■ **Exercise**
Please output the records below word for word and omit the pictures.
Records provided: Begin
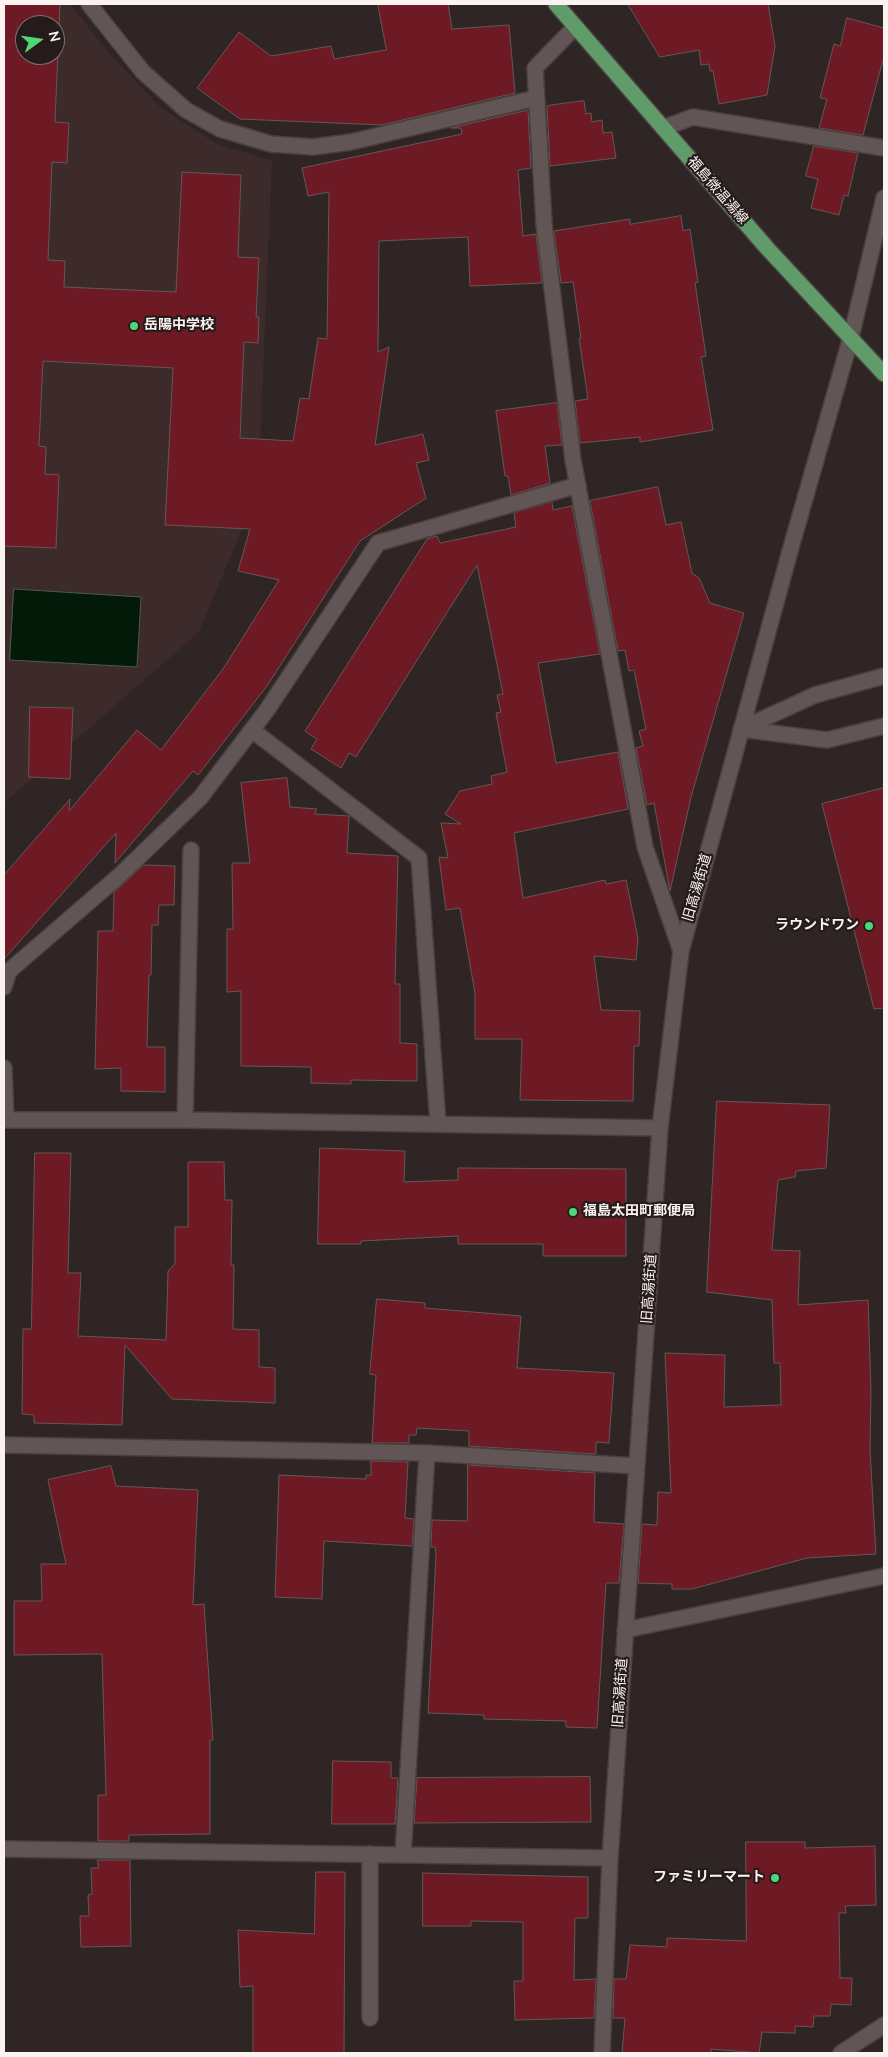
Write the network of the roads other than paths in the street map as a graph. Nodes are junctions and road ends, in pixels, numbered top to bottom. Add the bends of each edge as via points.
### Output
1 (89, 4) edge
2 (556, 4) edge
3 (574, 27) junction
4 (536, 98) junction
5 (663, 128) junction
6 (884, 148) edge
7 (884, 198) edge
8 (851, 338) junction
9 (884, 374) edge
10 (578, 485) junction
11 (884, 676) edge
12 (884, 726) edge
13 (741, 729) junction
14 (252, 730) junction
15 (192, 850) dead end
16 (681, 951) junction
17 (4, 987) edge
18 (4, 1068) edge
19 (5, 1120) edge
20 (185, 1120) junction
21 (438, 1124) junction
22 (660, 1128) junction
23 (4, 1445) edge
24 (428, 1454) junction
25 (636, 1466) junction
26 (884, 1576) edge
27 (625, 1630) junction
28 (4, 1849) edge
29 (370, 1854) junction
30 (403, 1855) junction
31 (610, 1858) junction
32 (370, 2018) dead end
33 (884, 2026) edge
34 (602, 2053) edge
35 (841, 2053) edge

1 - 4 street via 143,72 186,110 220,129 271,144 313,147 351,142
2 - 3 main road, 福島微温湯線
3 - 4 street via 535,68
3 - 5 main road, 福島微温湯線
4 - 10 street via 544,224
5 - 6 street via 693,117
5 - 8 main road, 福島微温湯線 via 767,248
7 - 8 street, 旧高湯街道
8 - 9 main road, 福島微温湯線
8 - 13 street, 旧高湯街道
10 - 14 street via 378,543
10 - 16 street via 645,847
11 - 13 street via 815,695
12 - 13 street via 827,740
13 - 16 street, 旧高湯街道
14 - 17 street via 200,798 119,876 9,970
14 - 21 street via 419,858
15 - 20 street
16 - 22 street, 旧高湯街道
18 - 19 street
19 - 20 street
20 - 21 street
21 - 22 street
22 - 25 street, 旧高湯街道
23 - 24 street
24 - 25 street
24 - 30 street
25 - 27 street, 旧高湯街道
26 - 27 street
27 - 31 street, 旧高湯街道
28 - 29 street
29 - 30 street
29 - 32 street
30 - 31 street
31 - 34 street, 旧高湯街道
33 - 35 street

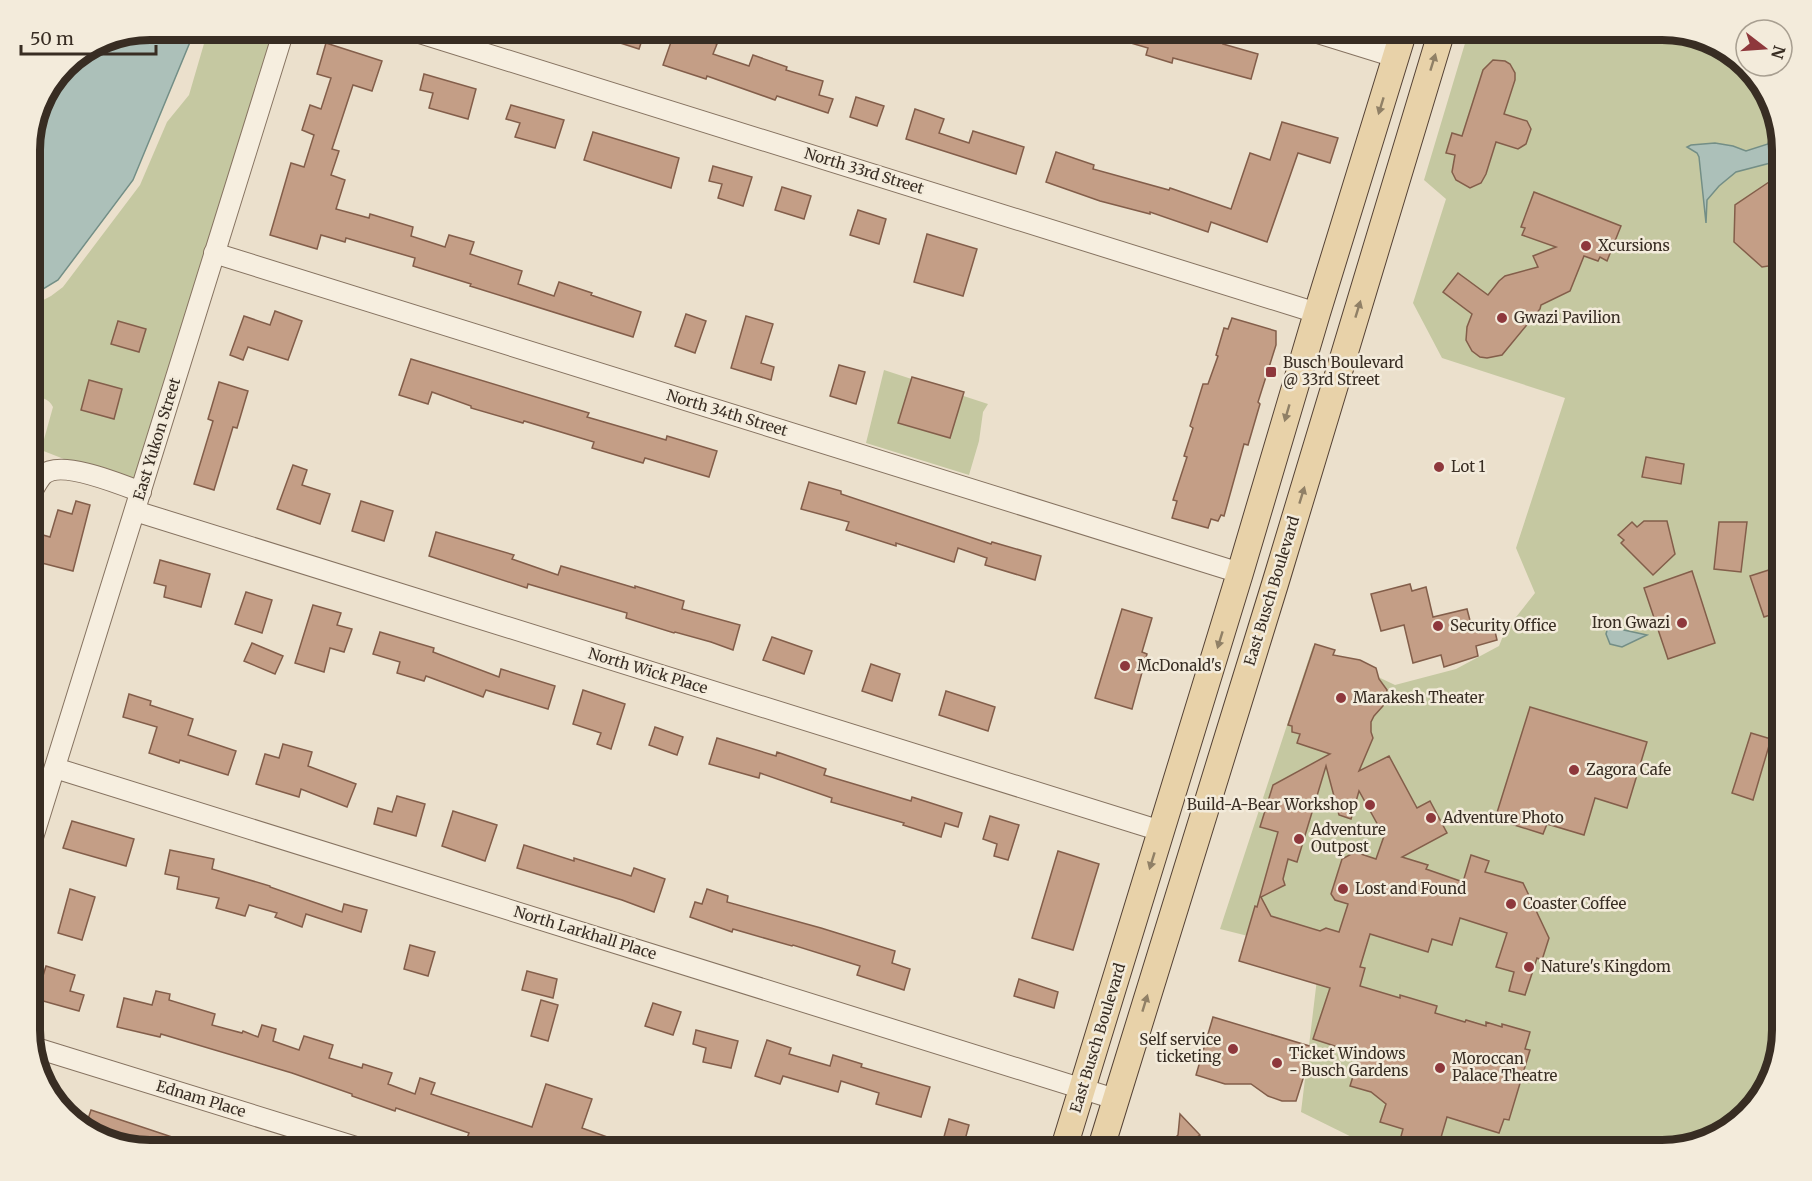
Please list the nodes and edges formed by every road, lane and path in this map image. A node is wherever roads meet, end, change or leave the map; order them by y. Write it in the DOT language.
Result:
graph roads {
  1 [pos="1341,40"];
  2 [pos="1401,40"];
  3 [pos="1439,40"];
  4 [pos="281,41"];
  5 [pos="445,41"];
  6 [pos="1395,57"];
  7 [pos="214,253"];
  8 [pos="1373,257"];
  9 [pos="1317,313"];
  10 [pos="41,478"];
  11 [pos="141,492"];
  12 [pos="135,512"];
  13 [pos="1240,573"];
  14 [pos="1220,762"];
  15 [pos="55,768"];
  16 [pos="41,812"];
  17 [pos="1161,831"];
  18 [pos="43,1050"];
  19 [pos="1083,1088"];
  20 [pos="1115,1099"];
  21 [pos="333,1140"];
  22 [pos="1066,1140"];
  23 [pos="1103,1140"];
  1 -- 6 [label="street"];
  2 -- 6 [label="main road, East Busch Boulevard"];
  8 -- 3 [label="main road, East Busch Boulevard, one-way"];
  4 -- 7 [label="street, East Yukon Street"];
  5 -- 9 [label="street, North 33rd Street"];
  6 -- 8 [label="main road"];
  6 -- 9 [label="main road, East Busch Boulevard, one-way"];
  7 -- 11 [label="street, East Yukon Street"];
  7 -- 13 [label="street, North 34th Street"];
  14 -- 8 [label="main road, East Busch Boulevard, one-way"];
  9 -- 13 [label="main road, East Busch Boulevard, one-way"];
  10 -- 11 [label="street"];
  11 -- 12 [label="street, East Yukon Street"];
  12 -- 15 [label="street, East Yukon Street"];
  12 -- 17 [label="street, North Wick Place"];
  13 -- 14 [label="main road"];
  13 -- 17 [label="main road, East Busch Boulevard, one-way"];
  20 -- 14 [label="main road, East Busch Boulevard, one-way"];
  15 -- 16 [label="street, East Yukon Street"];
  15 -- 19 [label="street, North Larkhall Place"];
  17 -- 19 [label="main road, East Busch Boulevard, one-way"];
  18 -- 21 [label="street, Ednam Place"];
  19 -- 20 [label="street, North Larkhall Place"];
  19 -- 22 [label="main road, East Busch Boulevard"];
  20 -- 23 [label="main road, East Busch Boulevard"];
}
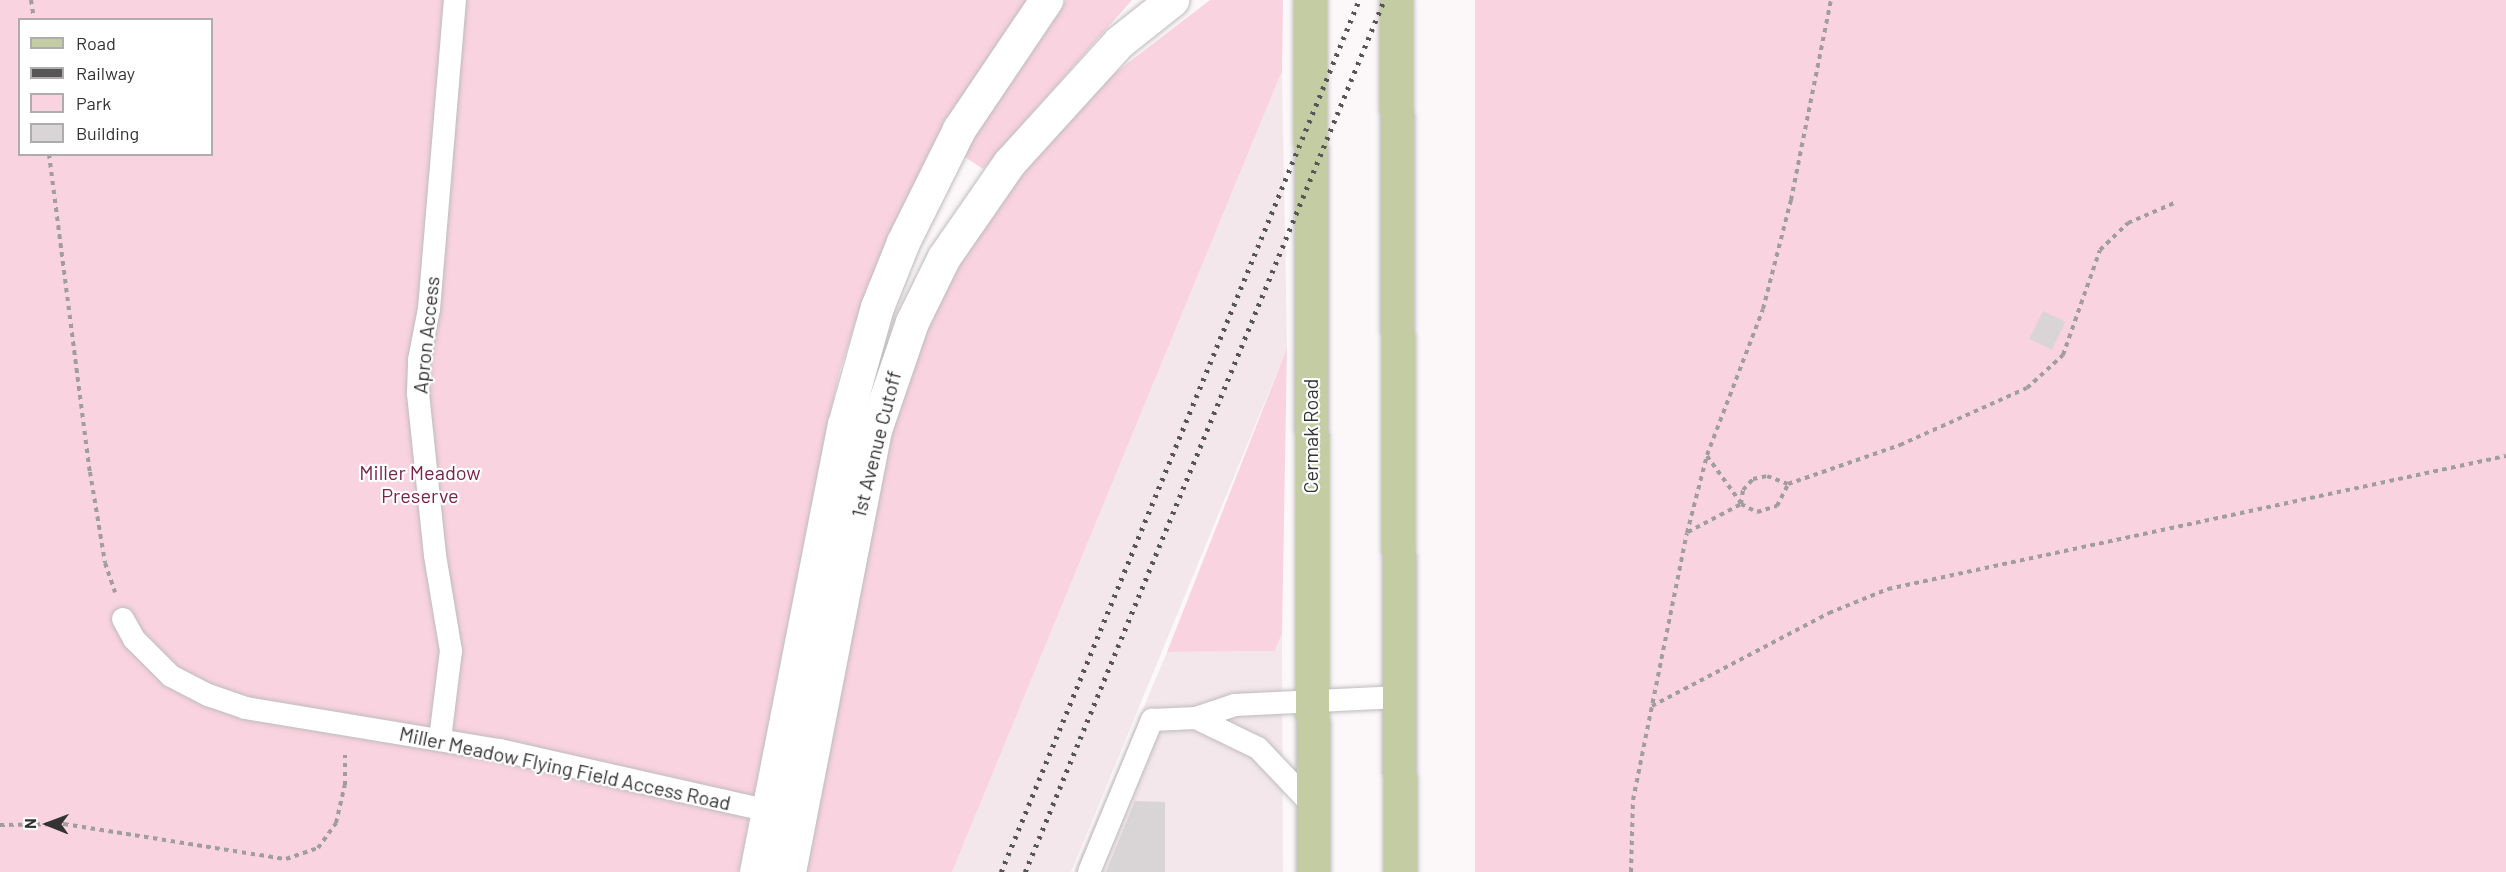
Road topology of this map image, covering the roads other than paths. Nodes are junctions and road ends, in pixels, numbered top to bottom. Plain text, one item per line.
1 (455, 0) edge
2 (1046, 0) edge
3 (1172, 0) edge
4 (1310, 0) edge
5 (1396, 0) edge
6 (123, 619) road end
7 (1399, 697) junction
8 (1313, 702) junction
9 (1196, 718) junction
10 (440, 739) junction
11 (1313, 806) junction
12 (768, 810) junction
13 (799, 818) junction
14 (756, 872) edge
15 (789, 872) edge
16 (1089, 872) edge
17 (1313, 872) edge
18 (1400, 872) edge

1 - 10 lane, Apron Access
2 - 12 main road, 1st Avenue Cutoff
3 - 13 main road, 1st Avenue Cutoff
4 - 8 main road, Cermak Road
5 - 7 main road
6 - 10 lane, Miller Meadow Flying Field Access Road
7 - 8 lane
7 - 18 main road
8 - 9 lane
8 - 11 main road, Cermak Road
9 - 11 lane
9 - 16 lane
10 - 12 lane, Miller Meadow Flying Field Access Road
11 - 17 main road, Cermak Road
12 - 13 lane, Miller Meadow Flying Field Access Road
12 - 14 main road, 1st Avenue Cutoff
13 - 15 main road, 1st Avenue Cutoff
Records provided: End
■ **Completed exercise**
Write the network of the roads other than paths in the street map as a graph. Nodes are junctions and road ends, in pixels, numbered top to bottom. Add the bends of each edge as via points.
### Output
1 (89, 4) edge
2 (556, 4) edge
3 (574, 27) junction
4 (536, 98) junction
5 (663, 128) junction
6 (884, 148) edge
7 (884, 198) edge
8 (851, 338) junction
9 (884, 374) edge
10 (578, 485) junction
11 (884, 676) edge
12 (884, 726) edge
13 (741, 729) junction
14 (252, 730) junction
15 (192, 850) dead end
16 (681, 951) junction
17 (4, 987) edge
18 (4, 1068) edge
19 (5, 1120) edge
20 (185, 1120) junction
21 (438, 1124) junction
22 (660, 1128) junction
23 (4, 1445) edge
24 (428, 1454) junction
25 (636, 1466) junction
26 (884, 1576) edge
27 (625, 1630) junction
28 (4, 1849) edge
29 (370, 1854) junction
30 (403, 1855) junction
31 (610, 1858) junction
32 (370, 2018) dead end
33 (884, 2026) edge
34 (602, 2053) edge
35 (841, 2053) edge

1 - 4 street via 143,72 186,110 220,129 271,144 313,147 351,142
2 - 3 main road, 福島微温湯線
3 - 4 street via 535,68
3 - 5 main road, 福島微温湯線
4 - 10 street via 544,224
5 - 6 street via 693,117
5 - 8 main road, 福島微温湯線 via 767,248
7 - 8 street, 旧高湯街道
8 - 9 main road, 福島微温湯線
8 - 13 street, 旧高湯街道
10 - 14 street via 378,543
10 - 16 street via 645,847
11 - 13 street via 815,695
12 - 13 street via 827,740
13 - 16 street, 旧高湯街道
14 - 17 street via 200,798 119,876 9,970
14 - 21 street via 419,858
15 - 20 street
16 - 22 street, 旧高湯街道
18 - 19 street
19 - 20 street
20 - 21 street
21 - 22 street
22 - 25 street, 旧高湯街道
23 - 24 street
24 - 25 street
24 - 30 street
25 - 27 street, 旧高湯街道
26 - 27 street
27 - 31 street, 旧高湯街道
28 - 29 street
29 - 30 street
29 - 32 street
30 - 31 street
31 - 34 street, 旧高湯街道
33 - 35 street

Please list the nodes and edges formed by every road, lane and path in this map image. A node is wherever roads meet, end, change or leave the map; order them by y. Write it in the DOT language.
Result:
graph roads {
  1 [pos="1341,40"];
  2 [pos="1401,40"];
  3 [pos="1439,40"];
  4 [pos="281,41"];
  5 [pos="445,41"];
  6 [pos="1395,57"];
  7 [pos="214,253"];
  8 [pos="1373,257"];
  9 [pos="1317,313"];
  10 [pos="41,478"];
  11 [pos="141,492"];
  12 [pos="135,512"];
  13 [pos="1240,573"];
  14 [pos="1220,762"];
  15 [pos="55,768"];
  16 [pos="41,812"];
  17 [pos="1161,831"];
  18 [pos="43,1050"];
  19 [pos="1083,1088"];
  20 [pos="1115,1099"];
  21 [pos="333,1140"];
  22 [pos="1066,1140"];
  23 [pos="1103,1140"];
  1 -- 6 [label="street"];
  2 -- 6 [label="main road, East Busch Boulevard"];
  8 -- 3 [label="main road, East Busch Boulevard, one-way"];
  4 -- 7 [label="street, East Yukon Street"];
  5 -- 9 [label="street, North 33rd Street"];
  6 -- 8 [label="main road"];
  6 -- 9 [label="main road, East Busch Boulevard, one-way"];
  7 -- 11 [label="street, East Yukon Street"];
  7 -- 13 [label="street, North 34th Street"];
  14 -- 8 [label="main road, East Busch Boulevard, one-way"];
  9 -- 13 [label="main road, East Busch Boulevard, one-way"];
  10 -- 11 [label="street"];
  11 -- 12 [label="street, East Yukon Street"];
  12 -- 15 [label="street, East Yukon Street"];
  12 -- 17 [label="street, North Wick Place"];
  13 -- 14 [label="main road"];
  13 -- 17 [label="main road, East Busch Boulevard, one-way"];
  20 -- 14 [label="main road, East Busch Boulevard, one-way"];
  15 -- 16 [label="street, East Yukon Street"];
  15 -- 19 [label="street, North Larkhall Place"];
  17 -- 19 [label="main road, East Busch Boulevard, one-way"];
  18 -- 21 [label="street, Ednam Place"];
  19 -- 20 [label="street, North Larkhall Place"];
  19 -- 22 [label="main road, East Busch Boulevard"];
  20 -- 23 [label="main road, East Busch Boulevard"];
}
Road topology of this map image, covering the roads other than paths. Nodes are junctions and road ends, in pixels, numbered top to bottom. Plain text, one item per line.
1 (455, 0) edge
2 (1046, 0) edge
3 (1172, 0) edge
4 (1310, 0) edge
5 (1396, 0) edge
6 (123, 619) road end
7 (1399, 697) junction
8 (1313, 702) junction
9 (1196, 718) junction
10 (440, 739) junction
11 (1313, 806) junction
12 (768, 810) junction
13 (799, 818) junction
14 (756, 872) edge
15 (789, 872) edge
16 (1089, 872) edge
17 (1313, 872) edge
18 (1400, 872) edge

1 - 10 lane, Apron Access
2 - 12 main road, 1st Avenue Cutoff
3 - 13 main road, 1st Avenue Cutoff
4 - 8 main road, Cermak Road
5 - 7 main road
6 - 10 lane, Miller Meadow Flying Field Access Road
7 - 8 lane
7 - 18 main road
8 - 9 lane
8 - 11 main road, Cermak Road
9 - 11 lane
9 - 16 lane
10 - 12 lane, Miller Meadow Flying Field Access Road
11 - 17 main road, Cermak Road
12 - 13 lane, Miller Meadow Flying Field Access Road
12 - 14 main road, 1st Avenue Cutoff
13 - 15 main road, 1st Avenue Cutoff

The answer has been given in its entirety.